In the past few decades, neurodegenerative diseases have turned into one of the top 10 worldwide causes of death. Scientists across the globe have been striving hard to gain insights into the pathogenesis of neurodegenerative diseases, which is crucial to develop effective treatments against these incurable diseases.
Neurodegenerative Disease. Image Credit: Illustration Forest/Shutterstock.com
But researchers still lack the knowledge of the fundamental molecular mechanisms behind the pathogenesis of neurodegenerative diseases. A group of scientists identified the implication of lysosomes in the proliferation of Parkinson’s disease.
A common trait shared by various neurodegenerative diseases (NDs) is the accumulation of misfolded protein aggregates in impacted brain regions. Increasing evidence in cellular and animal models emphasizes the ability of different misfolded proteins to be transmitted and to trigger the accumulation of their endogenous counterparts, a process called “seeding.”
Parkinson’s disease is the second most common ND and presents with the accumulation of misfolded α-synuclein (α-syn) proteins in fibrillar aggregates inside neurons. Those accumulations are called Lewy bodies.
α-syn fibrils spreads through TNTs inside lysosomes
In 2016, a research team from the Institut Pasteur (Paris) and the French National Centre for Scientific Research (in French: CNRS, Centre national de la recherche scientifique) showed that α-syn fibrils diffuse from donor to acceptor cells through tunneling nanotubes (TNTs). The team also identified that these fibrils are transmitted through TNTs within lysosomes.
TNTs are actin-based membrane channels allowing the transfer of several cellular components including organelles between distant cells. Lysosomes are organelles normally deputed to the degradation and recycling of toxic/damaged cell material.”

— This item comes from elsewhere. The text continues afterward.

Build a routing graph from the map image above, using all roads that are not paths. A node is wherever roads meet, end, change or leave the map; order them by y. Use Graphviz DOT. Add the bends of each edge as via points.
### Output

Chiara Zurzolo, Head, Membrane Traffic and Pathogenesis Unit, Institut Pasteur
α-syn fibrils can modify lysosome shape and permeability to allow seeding and diffusion
The researchers took a cue from this original discovery and have now offered insights into how lysosomes take part in the diffusion of α-syn aggregates through TNTs.
By using super-resolution and electron microscopy, we found that α-syn fibrils affect the morphology of lysosomes and impair their function in neuronal cells. We demonstrated for the first time that α-syn fibrils induce the peripheral redistribution of the lysosomes thus increasing the efficiency of α-syn fibrils’ transfer to neighbouring cells.”

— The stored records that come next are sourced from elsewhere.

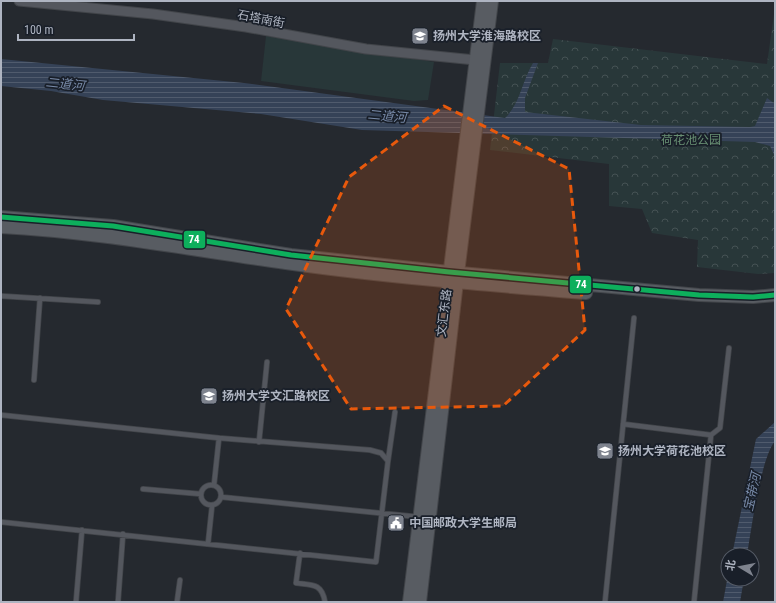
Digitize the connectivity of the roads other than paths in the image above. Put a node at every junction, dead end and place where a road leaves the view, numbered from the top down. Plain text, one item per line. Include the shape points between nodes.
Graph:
1 (19, 1) edge
2 (483, 1) edge
3 (492, 1) edge
4 (475, 60) junction
5 (474, 108) junction
6 (1, 217) edge
7 (1, 227) edge
8 (453, 277) junction
9 (775, 295) edge
10 (1, 296) edge
11 (40, 298) junction
12 (98, 302) dead end
13 (775, 302) edge
14 (634, 318) dead end
15 (729, 348) dead end
16 (267, 362) dead end
17 (34, 380) dead end
18 (395, 412) dead end
19 (1, 415) edge
20 (623, 424) junction
21 (712, 435) junction
22 (219, 438) junction
23 (259, 442) junction
24 (388, 461) junction
25 (214, 486) junction
26 (143, 489) dead end
27 (201, 494) junction
28 (221, 497) junction
29 (212, 506) junction
30 (381, 513) junction
31 (425, 518) junction
32 (1, 522) edge
33 (82, 530) junction
34 (123, 534) junction
35 (208, 544) junction
36 (300, 554) junction
37 (180, 580) dead end
38 (76, 602) edge
39 (118, 602) edge
40 (177, 602) edge
41 (325, 602) edge
42 (409, 602) edge
43 (420, 602) edge
44 (605, 602) edge
45 (694, 602) edge

1 - 4 street, 石塔南街 via 153,14 246,27 366,49
2 - 4 street, 文汇东路
3 - 5 street, 文汇东路
4 - 5 street, 文汇东路
5 - 8 street, 文汇东路
6 - 8 street via 113,226 291,255
7 - 8 street via 107,235 286,263
8 - 9 street via 699,295
8 - 13 street via 701,302
8 - 31 street, 文汇东路
10 - 11 lane
11 - 12 lane
11 - 17 lane
14 - 20 lane
15 - 21 lane via 720,428
16 - 23 lane
18 - 24 lane
19 - 22 lane
20 - 21 lane
20 - 44 lane
21 - 45 lane
22 - 23 lane
22 - 25 lane
23 - 24 lane via 370,450 381,453
24 - 30 lane
25 - 27 lane via 207,486
25 - 28 lane via 220,490
26 - 27 lane
27 - 29 lane via 203,501
28 - 29 lane via 218,503
28 - 30 lane
29 - 35 lane
30 - 31 lane
30 - 36 lane via 376,562
31 - 42 street, 文汇东路
31 - 43 street, 文汇东路
32 - 33 lane
33 - 34 lane
33 - 38 lane
34 - 35 lane
34 - 39 lane
35 - 36 lane
36 - 41 lane via 296,583 317,586 323,592
37 - 40 lane

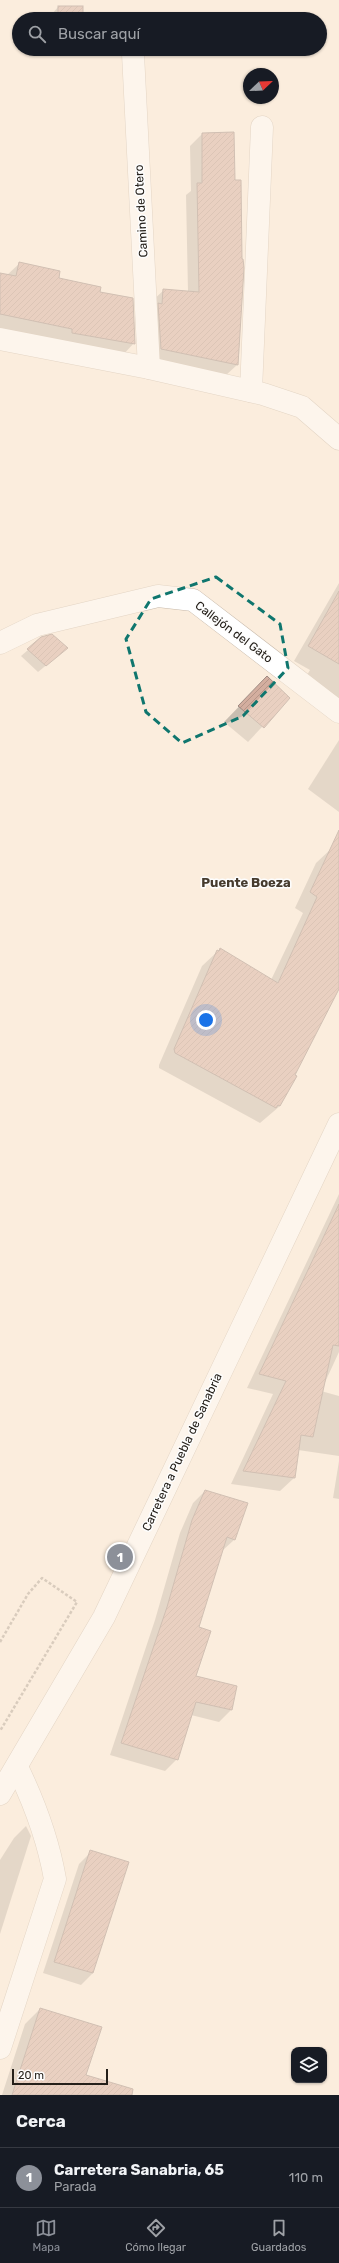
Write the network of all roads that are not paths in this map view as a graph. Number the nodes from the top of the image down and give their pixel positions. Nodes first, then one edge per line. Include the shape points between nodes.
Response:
1 (134, 56) edge
2 (262, 127) dead end
3 (0, 339) edge
4 (149, 368) junction
5 (251, 391) junction
6 (339, 439) edge
7 (0, 643) edge
8 (339, 712) edge
9 (339, 1124) edge
10 (17, 1767) junction
11 (0, 1794) edge
12 (0, 2048) edge

1 - 4 street, Camino de Otero
2 - 5 street
3 - 4 street
4 - 5 street
5 - 6 street via 302,407
7 - 8 street, Callejón del Gato via 37,625 158,596 193,600
9 - 10 street, Carretera a Puebla de Sanabria via 104,1617
10 - 11 street, Carretera a Puebla de Sanabria
10 - 12 street via 36,1808 50,1850 55,1879

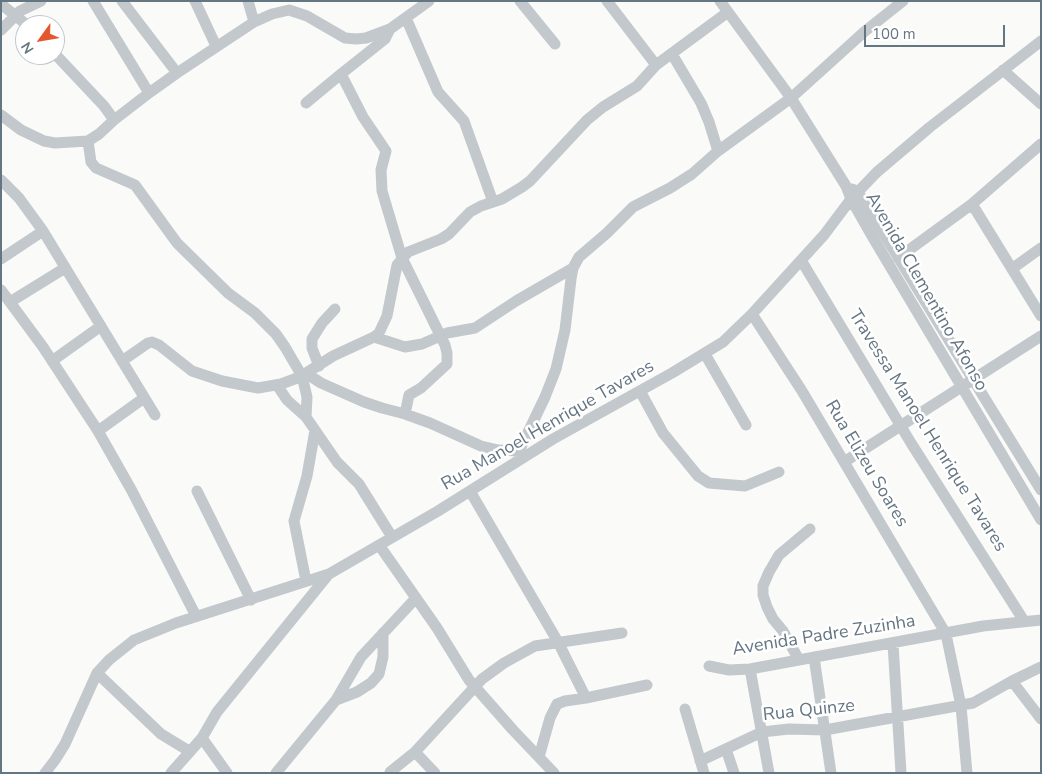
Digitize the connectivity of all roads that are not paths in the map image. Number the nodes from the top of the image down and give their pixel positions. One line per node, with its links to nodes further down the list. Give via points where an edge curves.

Chiara Zurzolo, Head, Membrane Traffic and Pathogenesis Unit, Institut Pasteur
The researchers also demonstrated that α-syn fibrils can permeabilize the lysosomal membrane, weakening the degradative function of lysosomes and enabling the seeding of soluble α-syn, which takes place predominantly in those lysosomes. By weakening lysosomal function, α-syn fibrils thus inhibit their own degradation in lysosomes, which instead turn into a hub for the spread of the pathology.
This breakthrough has helped elucidate the mechanism by which α-syn fibrils diffuse through TNTs while also unraveling the vital role of lysosomes, working like a Trojan horse for both seeding and spread of disease pathology. This information can be used to develop innovative therapies to target these incurable diseases.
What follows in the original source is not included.